## Activity:
Filter the lines below, copying only those with the string "HOLMAN".

## Material to process:
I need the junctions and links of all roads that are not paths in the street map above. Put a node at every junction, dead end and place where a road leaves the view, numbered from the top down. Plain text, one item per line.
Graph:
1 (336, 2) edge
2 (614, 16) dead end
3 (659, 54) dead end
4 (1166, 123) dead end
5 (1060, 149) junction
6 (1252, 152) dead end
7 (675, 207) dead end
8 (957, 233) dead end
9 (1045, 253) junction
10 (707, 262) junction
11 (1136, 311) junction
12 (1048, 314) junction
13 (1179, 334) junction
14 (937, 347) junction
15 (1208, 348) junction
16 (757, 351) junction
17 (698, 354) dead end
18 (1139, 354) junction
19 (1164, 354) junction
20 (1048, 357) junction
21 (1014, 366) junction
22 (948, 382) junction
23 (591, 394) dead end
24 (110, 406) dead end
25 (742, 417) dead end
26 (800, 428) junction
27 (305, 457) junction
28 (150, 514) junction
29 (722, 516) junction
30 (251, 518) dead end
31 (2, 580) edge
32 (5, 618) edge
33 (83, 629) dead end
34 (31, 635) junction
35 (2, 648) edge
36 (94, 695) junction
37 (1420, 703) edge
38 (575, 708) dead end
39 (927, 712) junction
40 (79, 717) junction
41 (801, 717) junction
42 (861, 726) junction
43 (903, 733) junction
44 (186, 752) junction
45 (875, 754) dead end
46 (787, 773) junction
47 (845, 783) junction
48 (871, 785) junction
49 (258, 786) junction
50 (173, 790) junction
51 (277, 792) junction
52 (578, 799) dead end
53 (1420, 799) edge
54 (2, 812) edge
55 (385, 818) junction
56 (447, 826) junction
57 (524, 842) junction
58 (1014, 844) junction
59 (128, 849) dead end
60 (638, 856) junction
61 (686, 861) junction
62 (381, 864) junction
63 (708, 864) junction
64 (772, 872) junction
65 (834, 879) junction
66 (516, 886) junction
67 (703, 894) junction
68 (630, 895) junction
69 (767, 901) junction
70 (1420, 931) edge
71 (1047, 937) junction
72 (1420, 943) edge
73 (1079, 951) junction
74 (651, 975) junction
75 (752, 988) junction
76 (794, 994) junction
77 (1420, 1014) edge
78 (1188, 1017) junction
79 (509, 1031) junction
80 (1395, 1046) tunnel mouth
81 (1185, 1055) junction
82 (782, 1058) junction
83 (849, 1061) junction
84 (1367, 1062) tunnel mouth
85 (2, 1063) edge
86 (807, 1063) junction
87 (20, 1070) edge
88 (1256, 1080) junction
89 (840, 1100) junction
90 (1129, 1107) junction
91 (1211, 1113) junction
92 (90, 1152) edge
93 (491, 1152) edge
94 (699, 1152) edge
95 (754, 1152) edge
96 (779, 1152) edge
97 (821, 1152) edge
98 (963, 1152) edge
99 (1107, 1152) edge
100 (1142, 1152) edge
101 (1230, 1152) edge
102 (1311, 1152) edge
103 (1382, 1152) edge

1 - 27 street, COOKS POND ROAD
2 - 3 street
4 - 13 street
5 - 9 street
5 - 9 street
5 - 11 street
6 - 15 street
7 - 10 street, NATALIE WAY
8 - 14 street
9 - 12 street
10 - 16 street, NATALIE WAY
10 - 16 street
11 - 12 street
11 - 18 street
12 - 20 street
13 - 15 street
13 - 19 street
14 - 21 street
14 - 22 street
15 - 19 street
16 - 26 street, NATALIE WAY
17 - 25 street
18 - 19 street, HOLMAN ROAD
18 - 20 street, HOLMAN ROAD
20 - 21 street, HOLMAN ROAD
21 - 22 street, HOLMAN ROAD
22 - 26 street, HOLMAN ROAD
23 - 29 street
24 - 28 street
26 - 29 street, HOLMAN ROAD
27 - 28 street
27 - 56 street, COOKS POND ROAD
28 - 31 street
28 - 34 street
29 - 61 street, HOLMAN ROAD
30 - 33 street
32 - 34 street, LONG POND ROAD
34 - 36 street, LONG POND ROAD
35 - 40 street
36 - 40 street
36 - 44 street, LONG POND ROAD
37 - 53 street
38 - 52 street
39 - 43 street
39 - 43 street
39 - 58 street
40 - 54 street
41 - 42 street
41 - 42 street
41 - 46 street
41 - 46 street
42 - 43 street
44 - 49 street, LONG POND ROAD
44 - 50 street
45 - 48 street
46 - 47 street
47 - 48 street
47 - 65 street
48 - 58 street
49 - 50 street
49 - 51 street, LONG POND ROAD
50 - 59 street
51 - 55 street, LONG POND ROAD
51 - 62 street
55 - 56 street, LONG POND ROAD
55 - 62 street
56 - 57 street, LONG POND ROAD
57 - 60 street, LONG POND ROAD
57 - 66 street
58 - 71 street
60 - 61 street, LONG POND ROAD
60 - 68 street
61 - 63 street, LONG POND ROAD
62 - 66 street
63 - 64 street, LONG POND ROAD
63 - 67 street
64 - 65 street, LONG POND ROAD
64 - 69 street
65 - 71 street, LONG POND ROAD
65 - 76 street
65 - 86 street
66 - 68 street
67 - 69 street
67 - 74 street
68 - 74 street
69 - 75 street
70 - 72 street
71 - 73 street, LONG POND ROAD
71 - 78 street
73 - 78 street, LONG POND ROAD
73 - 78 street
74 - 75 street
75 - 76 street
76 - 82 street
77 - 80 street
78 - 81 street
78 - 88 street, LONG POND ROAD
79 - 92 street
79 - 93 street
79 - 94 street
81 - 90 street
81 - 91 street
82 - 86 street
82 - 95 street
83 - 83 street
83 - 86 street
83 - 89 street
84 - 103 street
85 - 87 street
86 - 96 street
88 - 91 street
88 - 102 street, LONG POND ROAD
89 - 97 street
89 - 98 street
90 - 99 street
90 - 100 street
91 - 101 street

## Solution to this exercise:
18 - 19 street, HOLMAN ROAD
18 - 20 street, HOLMAN ROAD
20 - 21 street, HOLMAN ROAD
21 - 22 street, HOLMAN ROAD
22 - 26 street, HOLMAN ROAD
26 - 29 street, HOLMAN ROAD
29 - 61 street, HOLMAN ROAD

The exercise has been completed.